Directory of Web Server Home Sites

http://www.netcraft.com/Survey/servers.html

the buzz words still are..



. "Load balancing, load sharing, and high-availability Web sites"


Protecting Web Servers from Distributed Denial of Service Attacks

http://www10.org/cdrom/papers/409/

and I would certainly be looking at something other than Apache if at all possible. ..but in most cases even after 1.3 they have problems and they are most abundant .




Find something else beside Apache


http://techrepublic.com.com/5100-6329-5058830-2.html


http://techrepublic.com.com/5100-6329-5058830-1.html


So I say thanks Paul for your consideration in having this thread..but I certainly agree the nitty gritty certainly is not for an open forum discussion.

Good Luck,

John

 

I hear what you're saying, Paul.

The only point about that is a caution on how not to unite:

If "joining forces" means everyone's going to be on the same server(s) (with maybe just a list of links to the different sites therein at the portal) - then it truly needs to be the best, most-well-maintained, totally up-to-date (patch-maintenance-hardware-wise) server set-up money can buy.

Because if it's not, and it gets attacked and goes down - not just one site will be affected - they all will.

That's all I'll have to say about that, since we all know that I know less-than-nothing about whatever it is I'm talking about! Pete

 

Well I for one see benefits of a united effort. I've been pondering the concept since I first heard of the concept last night.

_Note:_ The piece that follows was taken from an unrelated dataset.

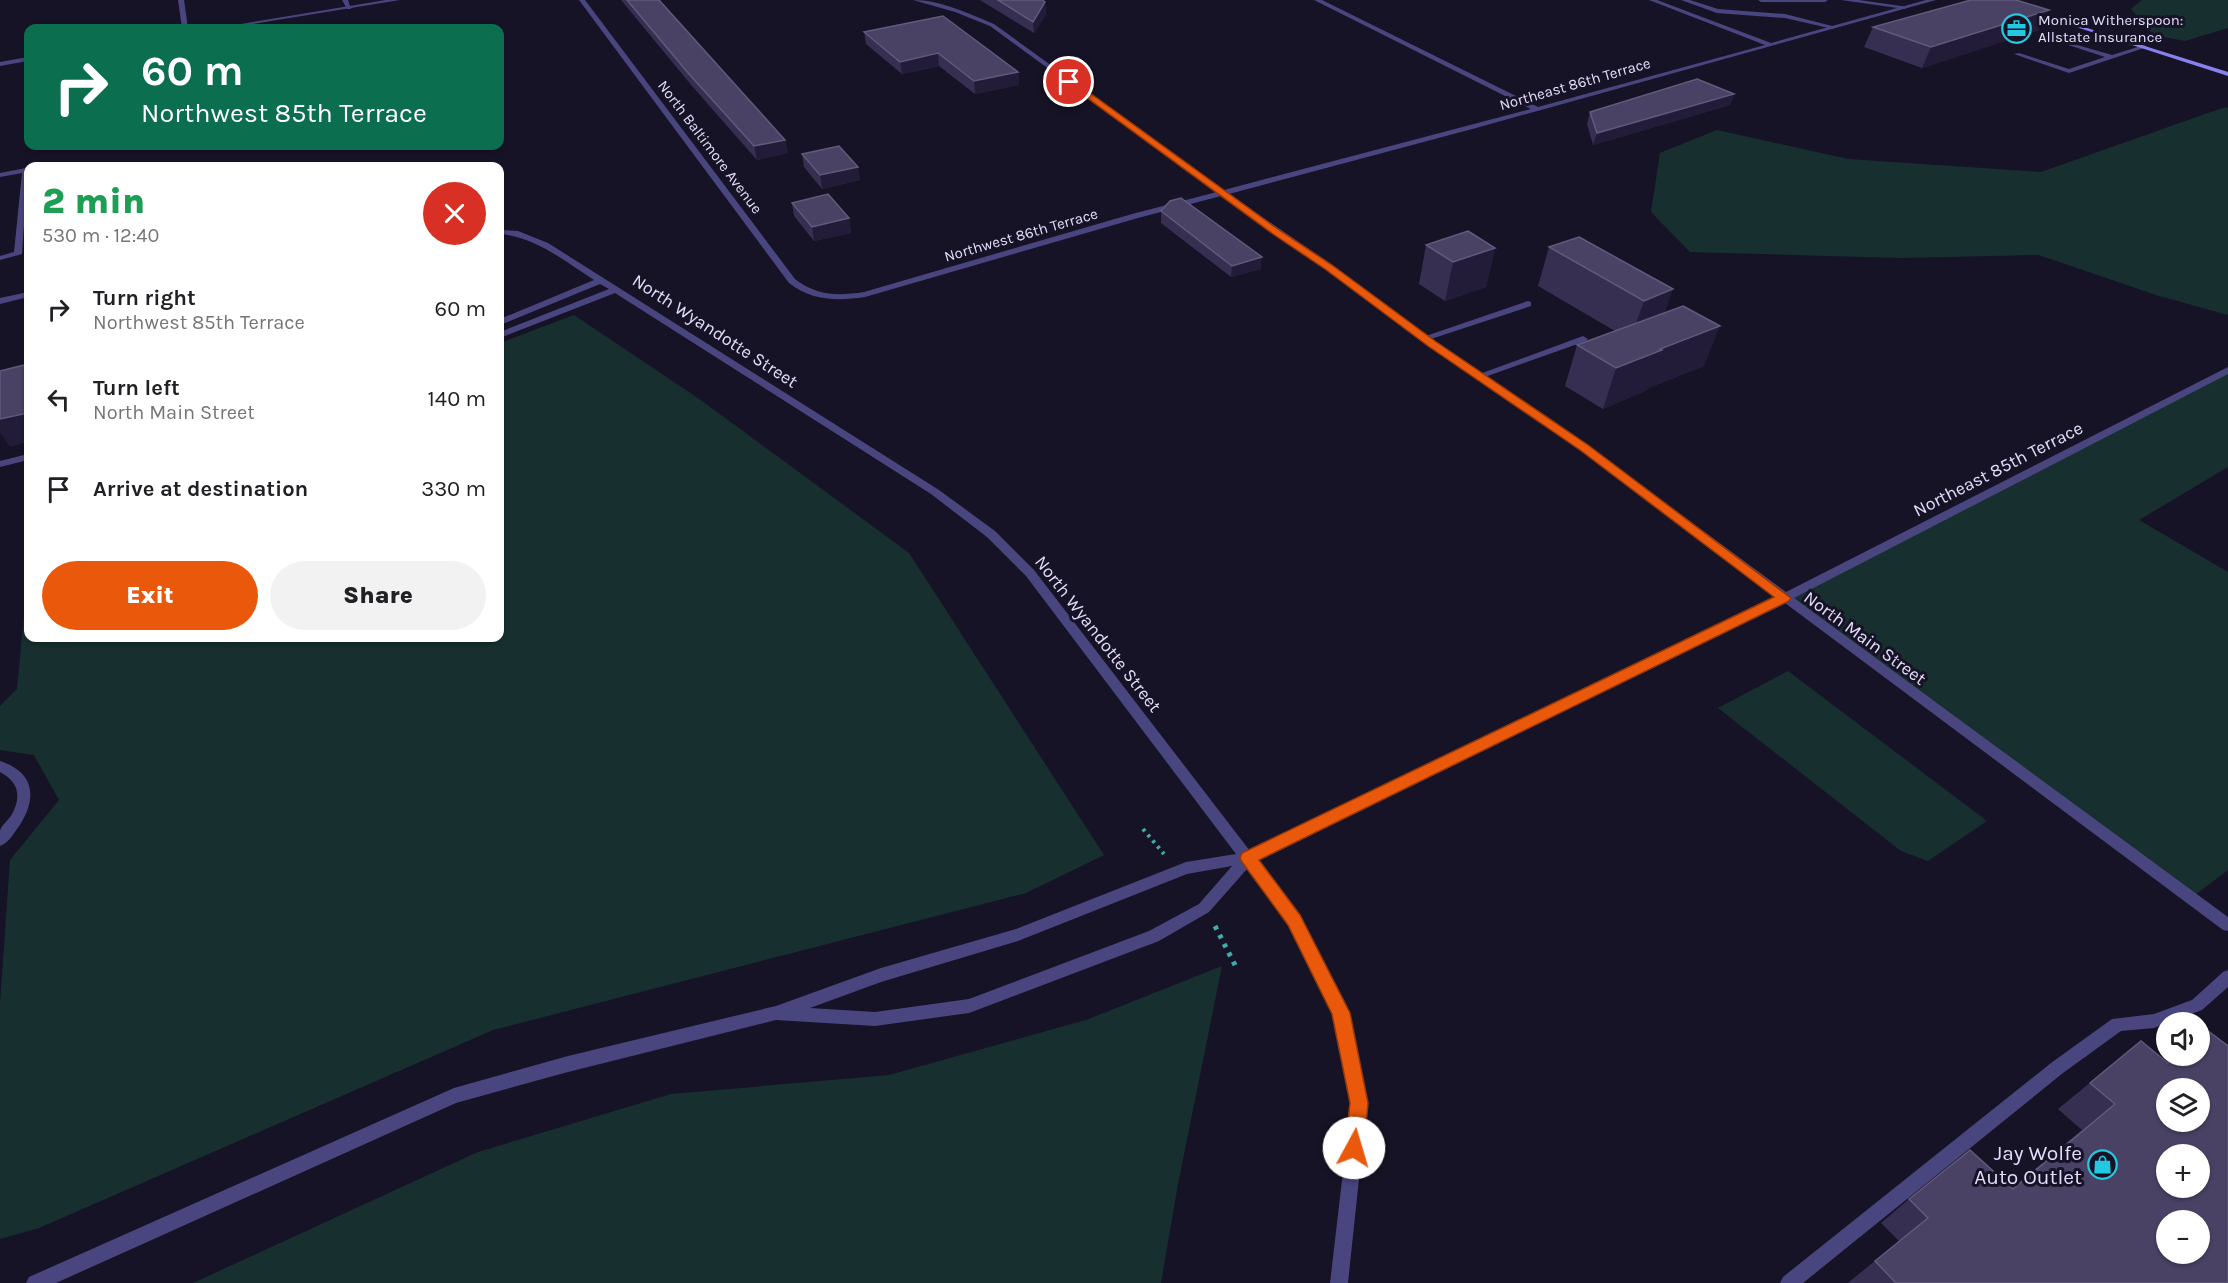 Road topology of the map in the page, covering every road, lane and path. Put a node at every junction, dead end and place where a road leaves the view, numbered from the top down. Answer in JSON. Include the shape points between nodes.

I'm not sure I'm convinced it will work without more than a couple committed website owners. But I think the concept has promise and think its worth looking at more seriously.

This attack has a couple unique aspects to it no doubt but I certainly believe I wouldn't be down if I had a real robust server and the proper protection tools in place. But as Paul indicated there is no way I can afford to spend the money necessary to obtain one.

I believe this attack is probably just the tip of the iceburg. I think its becoming clear not just script kiddies will stoop to this level from this day forward. And if these people, whoever they are, get away with this who knows who'll consider doing something like this next, and then waht...how far will it go.

I think there is no doubt its going to take a collaborative effort in order to survive.